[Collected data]
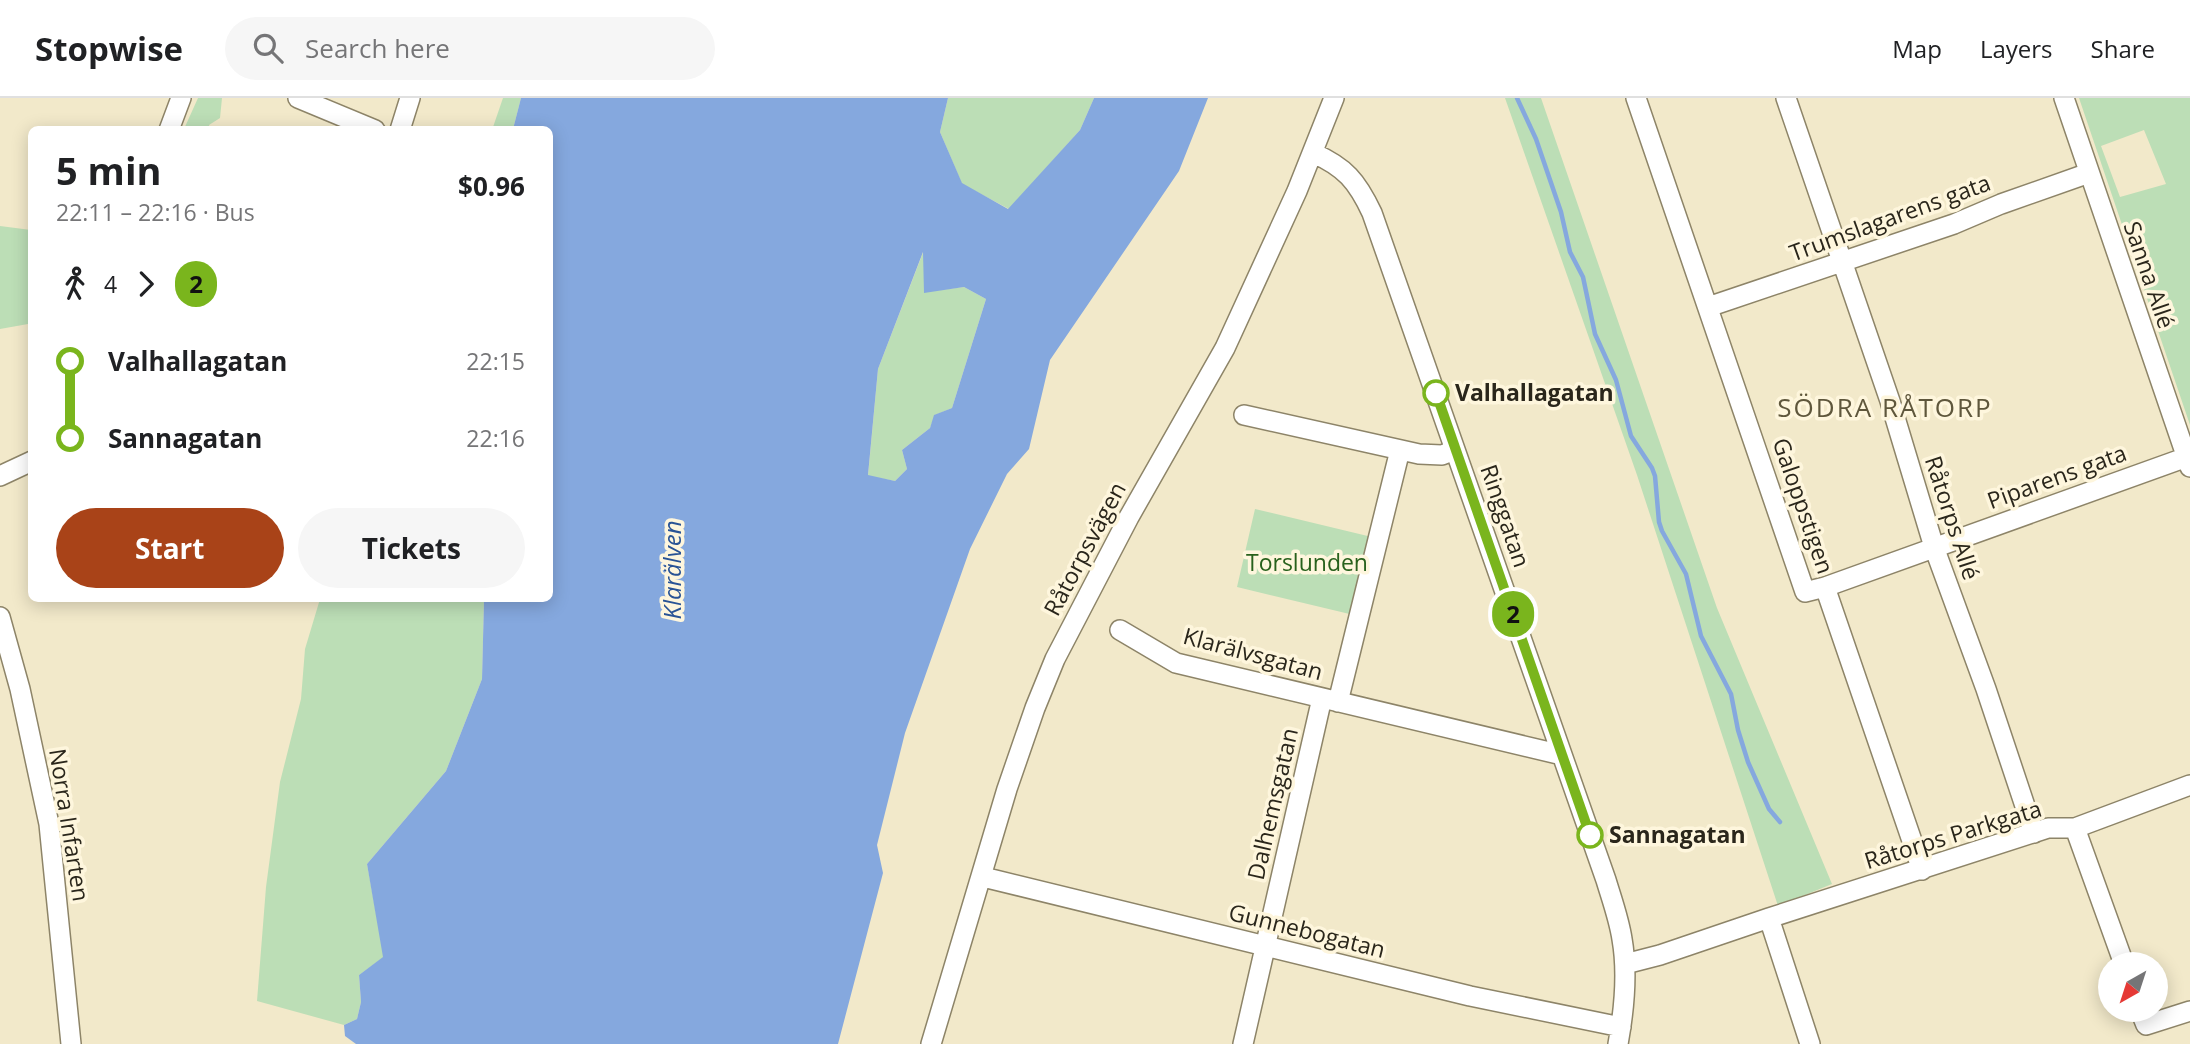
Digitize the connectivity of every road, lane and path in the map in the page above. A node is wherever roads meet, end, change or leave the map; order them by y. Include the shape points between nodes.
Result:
1 (181, 98) edge
2 (298, 98) edge
3 (410, 98) edge
4 (1334, 98) edge
5 (1636, 98) edge
6 (1786, 98) edge
7 (2064, 98) edge
8 (170, 126) edge
9 (364, 126) edge
10 (401, 126) edge
11 (1312, 153) junction
12 (2089, 173) junction
13 (1842, 262) junction
14 (1708, 307) junction
15 (1244, 415) dead end
16 (1400, 450) junction
17 (1455, 450) junction
18 (2188, 462) edge
19 (28, 463) edge
20 (0, 476) edge
21 (1934, 547) junction
22 (1825, 587) junction
23 (0, 617) edge
24 (1120, 631) dead end
25 (1330, 700) junction
26 (1562, 755) junction
27 (2190, 785) edge
28 (2075, 828) junction
29 (2034, 833) junction
30 (1922, 870) junction
31 (983, 877) junction
32 (1769, 918) junction
33 (1265, 947) junction
34 (2120, 952) edge
35 (1625, 964) junction
36 (2190, 1011) edge
37 (2168, 1018) edge
38 (1620, 1036) edge
39 (71, 1044) edge
40 (931, 1044) edge
41 (1243, 1044) edge
42 (1810, 1044) edge

1 - 8 street
2 - 9 street
3 - 10 street
4 - 11 street, Råtorpsvägen
5 - 14 street, Galoppstigen
6 - 13 street, Råtorps Allé
7 - 12 street, Sanna Allé
11 - 17 street, Ringgatan via 1344,170 1368,204
11 - 31 street, Råtorpsvägen via 1225,348 1055,659 1007,789
12 - 13 street, Trumslagarens gata
12 - 18 street, Sanna Allé
13 - 14 street, Trumslagarens gata
13 - 21 street, Råtorps Allé
14 - 22 street, Galoppstigen via 1805,592
15 - 16 street
16 - 17 street via 1432,455
16 - 25 street, Klarälvsgatan via 1369,578
17 - 26 street, Ringgatan
18 - 21 street, Piparens gata
19 - 20 street
21 - 22 street, Piparens gata
21 - 29 street, Råtorps Allé
22 - 30 street, Galoppstigen
23 - 39 street, Norra Infarten via 49,824
24 - 25 street, Klarälvsgatan via 1176,663
25 - 26 street, Klarälvsgatan
25 - 33 street, Dalhemsgatan
26 - 35 street, Ringgatan via 1606,880
27 - 28 street, Råtorps Parkgata
28 - 29 street, Råtorps Parkgata
28 - 34 street
29 - 30 street, Råtorps Parkgata
30 - 32 street, Råtorps Parkgata
31 - 33 street, Gunnebogatan
31 - 40 street, Råtorpsvägen
32 - 35 street
32 - 42 street
33 - 38 street, Gunnebogatan
33 - 41 street, Dalhemsgatan
35 - 38 street, Ringgatan
36 - 37 street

• Required work:
Where an image appears in the data, skip it, and return the rest verbatim.

• Task answer:
Digitize the connectivity of every road, lane and path in the map in the page above. A node is wherever roads meet, end, change or leave the map; order them by y. Include the shape points between nodes.
Result:
1 (181, 98) edge
2 (298, 98) edge
3 (410, 98) edge
4 (1334, 98) edge
5 (1636, 98) edge
6 (1786, 98) edge
7 (2064, 98) edge
8 (170, 126) edge
9 (364, 126) edge
10 (401, 126) edge
11 (1312, 153) junction
12 (2089, 173) junction
13 (1842, 262) junction
14 (1708, 307) junction
15 (1244, 415) dead end
16 (1400, 450) junction
17 (1455, 450) junction
18 (2188, 462) edge
19 (28, 463) edge
20 (0, 476) edge
21 (1934, 547) junction
22 (1825, 587) junction
23 (0, 617) edge
24 (1120, 631) dead end
25 (1330, 700) junction
26 (1562, 755) junction
27 (2190, 785) edge
28 (2075, 828) junction
29 (2034, 833) junction
30 (1922, 870) junction
31 (983, 877) junction
32 (1769, 918) junction
33 (1265, 947) junction
34 (2120, 952) edge
35 (1625, 964) junction
36 (2190, 1011) edge
37 (2168, 1018) edge
38 (1620, 1036) edge
39 (71, 1044) edge
40 (931, 1044) edge
41 (1243, 1044) edge
42 (1810, 1044) edge

1 - 8 street
2 - 9 street
3 - 10 street
4 - 11 street, Råtorpsvägen
5 - 14 street, Galoppstigen
6 - 13 street, Råtorps Allé
7 - 12 street, Sanna Allé
11 - 17 street, Ringgatan via 1344,170 1368,204
11 - 31 street, Råtorpsvägen via 1225,348 1055,659 1007,789
12 - 13 street, Trumslagarens gata
12 - 18 street, Sanna Allé
13 - 14 street, Trumslagarens gata
13 - 21 street, Råtorps Allé
14 - 22 street, Galoppstigen via 1805,592
15 - 16 street
16 - 17 street via 1432,455
16 - 25 street, Klarälvsgatan via 1369,578
17 - 26 street, Ringgatan
18 - 21 street, Piparens gata
19 - 20 street
21 - 22 street, Piparens gata
21 - 29 street, Råtorps Allé
22 - 30 street, Galoppstigen
23 - 39 street, Norra Infarten via 49,824
24 - 25 street, Klarälvsgatan via 1176,663
25 - 26 street, Klarälvsgatan
25 - 33 street, Dalhemsgatan
26 - 35 street, Ringgatan via 1606,880
27 - 28 street, Råtorps Parkgata
28 - 29 street, Råtorps Parkgata
28 - 34 street
29 - 30 street, Råtorps Parkgata
30 - 32 street, Råtorps Parkgata
31 - 33 street, Gunnebogatan
31 - 40 street, Råtorpsvägen
32 - 35 street
32 - 42 street
33 - 38 street, Gunnebogatan
33 - 41 street, Dalhemsgatan
35 - 38 street, Ringgatan
36 - 37 street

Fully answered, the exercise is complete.